Efficiency improvements have already been demonstrated by Black & Decker (global manufacturer of power tools). They currently have a factory equipped with digital twins of all assembly lines and materials, and have since reported their labour utilisation improvements have increased by 12%.
Other features include monitoring, simulation, and remote monitoring which enable collaboration between different departments. Further uses are expected to emerge as the technology matures and develops over time.
A concept not so dissimilar to AI (artificial intelligence) in smart factories - making real time decisions based using automated technologies - the implementation of digital twinning can see the twins develop intelligence that will inform future advancements.
Machine-to-machine communication and machine learning data is collected overtime to enable virtual prototypes to provide sound solutions for human operators. The twins can also produce real time production data that reflects the status of their physical counterparts, tracking data and delivering to technicians in remote locations.

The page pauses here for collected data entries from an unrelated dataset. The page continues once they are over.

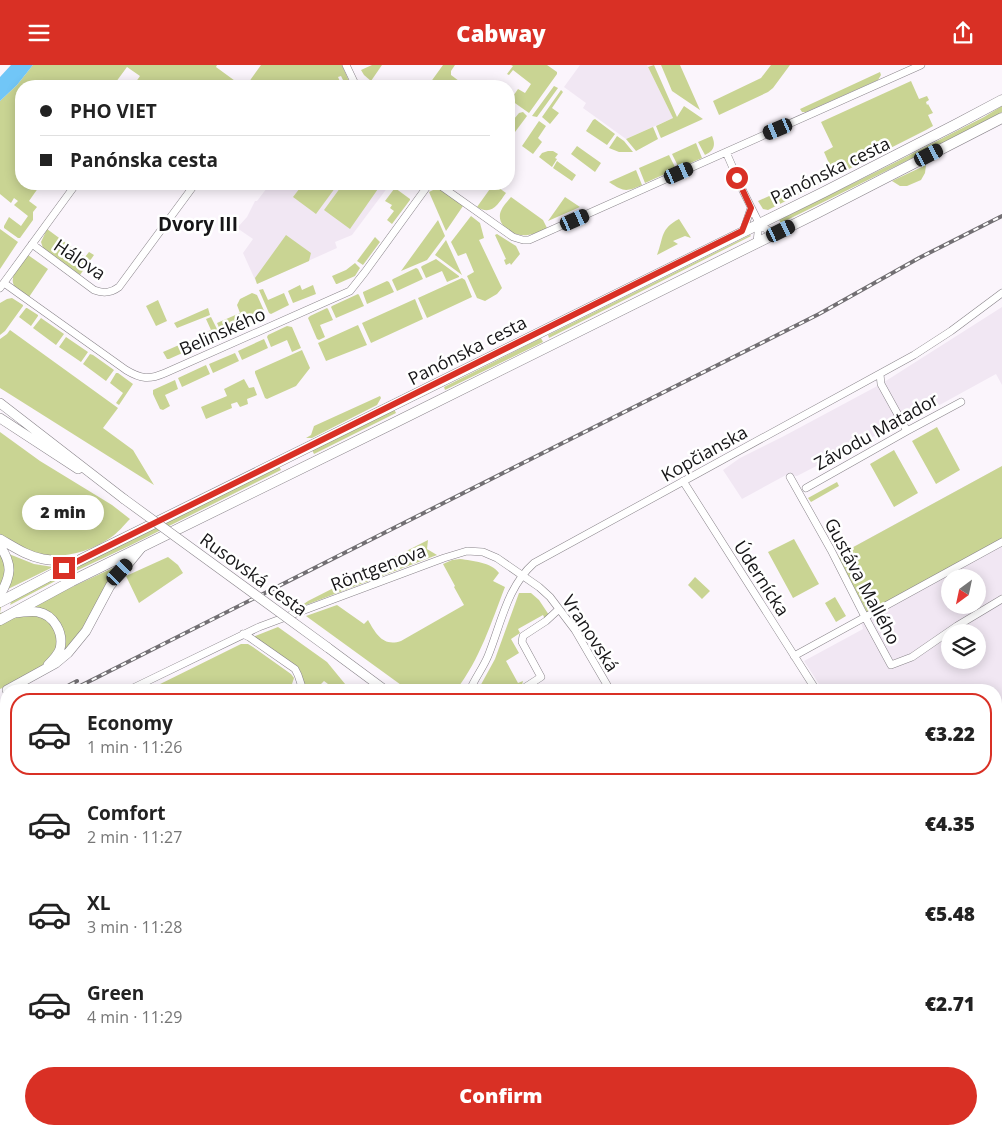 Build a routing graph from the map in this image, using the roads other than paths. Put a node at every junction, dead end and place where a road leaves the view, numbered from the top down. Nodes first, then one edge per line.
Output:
1 (346, 65) edge
2 (921, 65) edge
3 (353, 80) edge
4 (1002, 100) edge
5 (1002, 118) edge
6 (726, 153) junction
7 (72, 190) edge
8 (191, 190) edge
9 (426, 190) edge
10 (446, 190) edge
11 (751, 208) junction
12 (759, 223) junction
13 (742, 231) junction
14 (774, 233) junction
15 (757, 242) junction
16 (32, 244) junction
17 (2, 285) edge
18 (1002, 293) edge
19 (880, 374) junction
20 (961, 402) dead end
21 (0, 403) edge
22 (2, 421) edge
23 (907, 431) junction
24 (790, 477) dead end
25 (683, 481) junction
26 (806, 487) dead end
27 (124, 499) junction
28 (0, 539) edge
29 (1002, 542) edge
30 (144, 545) junction
31 (0, 547) edge
32 (78, 561) junction
33 (522, 576) junction
34 (0, 595) edge
35 (1002, 599) edge
36 (0, 603) edge
37 (558, 609) junction
38 (11, 613) junction
39 (865, 617) junction
40 (0, 621) edge
41 (243, 634) junction
42 (794, 656) junction
43 (41, 672) junction
44 (366, 676) junction
45 (18, 684) edge
46 (141, 684) edge
47 (301, 684) edge
48 (373, 684) edge
49 (377, 684) edge
50 (473, 684) edge
51 (530, 684) edge
52 (606, 684) edge
53 (812, 684) edge

1 - 3 street
2 - 6 street
4 - 12 main road, Panónska cesta
5 - 14 main road, Panónska cesta
6 - 10 street
6 - 11 street
7 - 16 street, Hálova
8 - 16 street, Hálova
9 - 17 street, Belinského
11 - 12 street
11 - 13 street
12 - 13 main road, Panónska cesta
12 - 14 street
12 - 15 street
13 - 32 main road, Panónska cesta
14 - 15 main road, Panónska cesta
15 - 30 main road, Panónska cesta
16 - 17 street
18 - 19 street, Kopčianska
19 - 23 street
19 - 25 street, Kopčianska
20 - 23 street, Závodu Matador
21 - 27 street, Rusovská cesta
22 - 27 street, Rusovská cesta
23 - 26 street, Závodu Matador
24 - 39 street, Gustáva Mallého
25 - 33 street, Kopčianska
25 - 42 street, Údernícka
27 - 44 street, Rusovská cesta, bridge
28 - 32 street
29 - 39 street
30 - 38 main road, Panónska cesta
30 - 43 street
31 - 34 street
32 - 36 main road, Panónska cesta
33 - 37 street, Vranovská
33 - 41 street, Röntgenova
33 - 50 street, Kopčianska
35 - 39 street, Gustáva Mallého
37 - 51 street
37 - 52 street, Vranovská
38 - 40 main road, Panónska cesta
38 - 43 street
39 - 42 street
41 - 46 street, Röntgenova
41 - 47 street
42 - 53 street, Údernícka
43 - 45 street
44 - 48 street, Rusovská cesta
44 - 49 street, Rusovská cesta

Digital representations will ultimately be able to predict faults and errors and react accordingly to avoid costly implications.
What does this mean for production?
Unlike conventional product development, physical prototypes are built late in the process, and changes are not as easy to implement due to cost implications. For example, if the physical prototype were to be modified to reflect every change, the costs could end up becoming crippling. The solution therefore is a digital prototype, which can be modified at any time with minimal costs. The digital representations contain all of the product data and information needed to assess their capabilities, so respond in the same way as their physical counterparts.
If we look at the idea of predictive maintenance a little closer, manufacturers can refine a virtual prototype based on the intelligence provided by the twin. With high volumes of physics data and physical sensors, the digital twin reacts to digital simulations of facilities and environments that emulate real life conditions. Their responses mirror that of their physical counterparts which gives manufacturers the luxury to test and amend the prototype through virtual modelling. Once the prototype is ready for production, it will be more efficient and fine-tuned than ever before.
Virtual replicas can aid in the likes of product design, asset management, infrastructure, and production. The uses are growing with the rapid development and maturity of the technology, and the introduction of other innovations is making implementation all the more natural for manufacturers worldwide.
A concept that has been around since the break of the millennium, virtual representation is not new. But with the marriage of Industry 4.0 and the Internet of things, it’s has been referred to as the ‘child’ of these two concepts. An integral part of our transition into the fourth industrial revolution, we expect to see digital twins existing as a counterpart to almost all physical assets.